Largely, this is as a prescription for 50,000 IU which is only available in the US. By only available in the US, that means they can also be obtained over the internet in other countries around the world. As for the amount that should be consumed, there are as many different guidelines beyond the scope of this presentation. Sufficed to state that patients with bone disease are generally accepted to have higher requirements, and that vitamin D taken with calcium has more potent effects on fracture risk reduction. As far as toxicity, there are no reports of adverse effects for daily doses at or below 10,000 IU/d (D2 or D3). Doses of 4000 IU/d for 3 months and 50,000 IU/wk for 2 months have also been administered without toxicity.

Another question about supplementation is whether the D2 or D3 form is more potent. A paper by Holick et al in 2007 showed equivalence using doses of 1000 IU/d. A more recent study in JCEM by Heaney et al in 2011 shows greater potency of vitamin D3. Potency here is defined as higher measurable 25OH in circulation. The difference between the studies was that the more recent one used higher doses of Vitamin than the Holick study. The more recent study was based on giving 50,000 IU of vitamin per week. D2 was given at 50,000 IU once a week, and D3 was given 5 times per week at a dose of 10,000 IU. Another study of children with nutritional rickets, published in the Journal of Bone and Mineral research (2010), suggests that the increase in serum 25OH vitamin is prolonged with D3 supplementation as opposed to D2 supplementation. However, control children did not demonstrate a difference in 25OH vitamin D levels between supplements. Collectively, the evidence points to greater efficacy of D3 supplementation at certain doses and clinical contexts.

Slide 15: Deficiency, Sufficiency, and Toxicity

If you assume that we can agree upon which method to use to measure vitamin D, the clinical targets remain the subject of debate.

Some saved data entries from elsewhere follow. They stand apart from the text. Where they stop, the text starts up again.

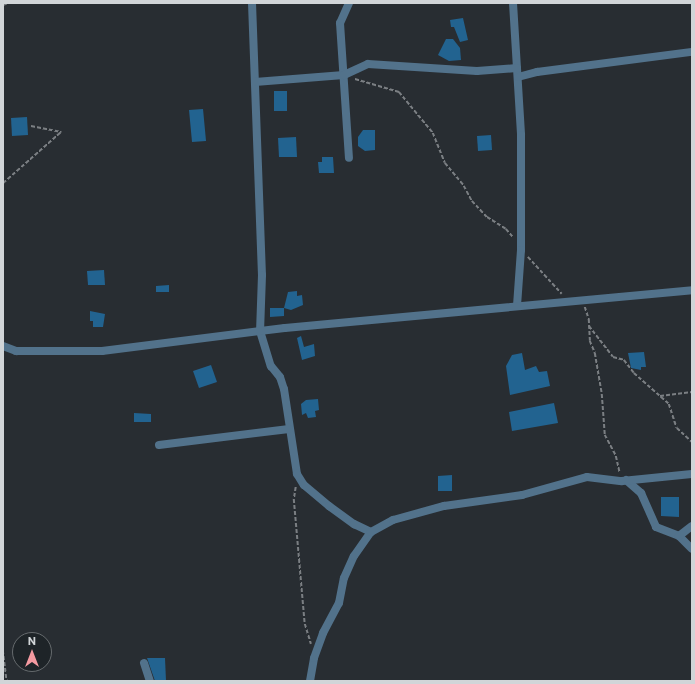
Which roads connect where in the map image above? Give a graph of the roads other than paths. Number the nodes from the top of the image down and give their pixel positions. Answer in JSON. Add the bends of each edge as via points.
{"nodes":[{"id":1,"x":252,"y":3,"type":"edge"},
{"id":2,"x":349,"y":3,"type":"edge"},
{"id":3,"x":513,"y":3,"type":"edge"},
{"id":4,"x":692,"y":52,"type":"edge"},
{"id":5,"x":517,"y":68,"type":"junction"},
{"id":6,"x":344,"y":75,"type":"junction"},
{"id":7,"x":518,"y":77,"type":"junction"},
{"id":8,"x":255,"y":82,"type":"junction"},
{"id":9,"x":349,"y":158,"type":"dead end"},
{"id":10,"x":692,"y":290,"type":"edge"},
{"id":11,"x":517,"y":306,"type":"junction"},
{"id":12,"x":260,"y":331,"type":"junction"},
{"id":13,"x":3,"y":346,"type":"edge"},
{"id":14,"x":289,"y":429,"type":"junction"},
{"id":15,"x":159,"y":445,"type":"dead end"},
{"id":16,"x":692,"y":474,"type":"edge"},
{"id":17,"x":624,"y":480,"type":"junction"},
{"id":18,"x":692,"y":526,"type":"edge"},
{"id":19,"x":371,"y":532,"type":"junction"},
{"id":20,"x":679,"y":536,"type":"junction"},
{"id":21,"x":692,"y":549,"type":"edge"},
{"id":22,"x":144,"y":663,"type":"dead end"},
{"id":23,"x":150,"y":681,"type":"edge"},
{"id":24,"x":310,"y":681,"type":"edge"}],
"edges":[{"from":1,"to":8,"type":"street"},
{"from":2,"to":6,"type":"street","via":[[340,23]]},
{"from":3,"to":5,"type":"street"},
{"from":4,"to":7,"type":"street","via":[[537,72]]},
{"from":5,"to":6,"type":"street","via":[[478,71],[368,64]]},
{"from":5,"to":7,"type":"street"},
{"from":6,"to":8,"type":"street"},
{"from":6,"to":9,"type":"street"},
{"from":7,"to":11,"type":"street","via":[[521,248]]},
{"from":8,"to":12,"type":"street","via":[[262,275]]},
{"from":10,"to":11,"type":"street"},
{"from":11,"to":12,"type":"street"},
{"from":12,"to":13,"type":"street","via":[[102,351],[16,351]]},
{"from":12,"to":14,"type":"street","via":[[271,366],[280,377]]},
{"from":14,"to":15,"type":"street"},
{"from":14,"to":19,"type":"street","via":[[297,474],[304,485],[330,506]]},
{"from":16,"to":17,"type":"street"},
{"from":17,"to":19,"type":"street","via":[[587,477],[522,495],[444,506],[394,520]]},
{"from":17,"to":20,"type":"street","via":[[641,493],[656,528]]},
{"from":18,"to":20,"type":"street"},
{"from":19,"to":24,"type":"street","via":[[354,556],[344,578],[339,602],[314,658]]},
{"from":20,"to":21,"type":"street"},
{"from":22,"to":23,"type":"street"}]}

It is reported that a serum vitamin D level of less than 20 ng/mL or 50 nmol/L indicates deficiency. Concentrations between 30 and 60 ng/ml are considered to indicate sufficiency based on data from immunoassays. Finally, the toxic concentration is considered above 150 ng/mL. Regardless of the vitamin D level, it should be interpreted in the context of another test such as calcium, phosphate, and parathyroid hormone. Ongoing research is likely to further define and refine these intervals.

Slide 16: Summary

In summary, vitamin D has an emerging role in several disease states. People with vitamin D deficiency are at risk for a number of different diseases beyond just osteoporosis. To assess overall vitamin D status, 25-hydroxy vitamin D should be measured. As a laboratorian, it is important to know which test you are using and what it measures, to be aware of issues of standardization, and to employ an appropriate reference interval for your test. Likewise, an awareness of the vitamin D forms and supplements is necessary for test selection and result interpretation.